FRIEDRICHSHAFEN, Germany (May 4)—ZF Boge Elastmetall, the rubber-to-metal technology division of ZF Friedrichshafen A.G., is setting up a joint venture in China with a company that already supplies the Chinese ventures of General Motors Corp. and Volkswagen A.G.
The venture, ZF Zhongding NVH Co. Ltd., will start operations before midyear, ZF Boge said, at a plant in Ningguo, Anhui Province, with a workforce of 500. Engineering and sales activities will be based in Shanghai, China.
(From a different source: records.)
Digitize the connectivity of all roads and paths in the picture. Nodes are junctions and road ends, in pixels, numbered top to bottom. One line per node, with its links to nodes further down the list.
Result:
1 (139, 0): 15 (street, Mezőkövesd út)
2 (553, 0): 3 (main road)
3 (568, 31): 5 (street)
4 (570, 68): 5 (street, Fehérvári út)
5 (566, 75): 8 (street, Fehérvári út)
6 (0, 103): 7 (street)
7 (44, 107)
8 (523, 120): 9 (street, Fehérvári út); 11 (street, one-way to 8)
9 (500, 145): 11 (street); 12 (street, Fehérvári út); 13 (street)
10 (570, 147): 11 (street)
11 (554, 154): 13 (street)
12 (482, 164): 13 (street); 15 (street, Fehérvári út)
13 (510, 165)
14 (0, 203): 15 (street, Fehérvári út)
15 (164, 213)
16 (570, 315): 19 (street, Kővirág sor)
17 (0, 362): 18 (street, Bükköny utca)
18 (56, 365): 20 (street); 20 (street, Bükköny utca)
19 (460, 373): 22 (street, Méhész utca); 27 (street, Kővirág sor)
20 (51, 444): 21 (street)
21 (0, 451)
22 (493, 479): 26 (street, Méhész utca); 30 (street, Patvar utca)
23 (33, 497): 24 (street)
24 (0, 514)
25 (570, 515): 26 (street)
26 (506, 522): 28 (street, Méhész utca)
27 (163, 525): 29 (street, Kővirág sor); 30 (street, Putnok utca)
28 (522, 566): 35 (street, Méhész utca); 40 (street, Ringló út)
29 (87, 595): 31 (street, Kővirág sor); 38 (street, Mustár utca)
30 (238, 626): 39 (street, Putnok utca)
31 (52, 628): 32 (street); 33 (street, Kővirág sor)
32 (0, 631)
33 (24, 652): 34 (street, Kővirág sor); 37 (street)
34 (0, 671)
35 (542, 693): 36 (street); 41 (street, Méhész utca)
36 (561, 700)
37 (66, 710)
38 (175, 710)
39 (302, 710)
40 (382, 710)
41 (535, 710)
During fiscal 2005 ZF Zhongding NVH should achieve sales of more than $30 million.
"The joint venture combines all activities of both partners in China in the area of rubber-metal products," said ZF Boge Elastmetall managing director Bernd Schmeling, who added that the focus over the coming years will be on the Chinese market.
ZF Boge Elastmetall owns 51 percent of the new company, while partner Anhui Ningguo Zhongding (Group) Co. Ltd. owns 44 percent. The remaining shares belong to the Shanghai Huizhong Economic Development Co. Ltd.
The initial sales goal is possible because the two partners will put all their current market contacts and production volume into the joint venture, ZF said. Anhui Ningguo Zhongding has agreements with Shanghai Volkswagen and Shanghai GM, while ZF Boge Elastmetall is the supplier for the VW platform PQ 35 and for car maker Jinbei.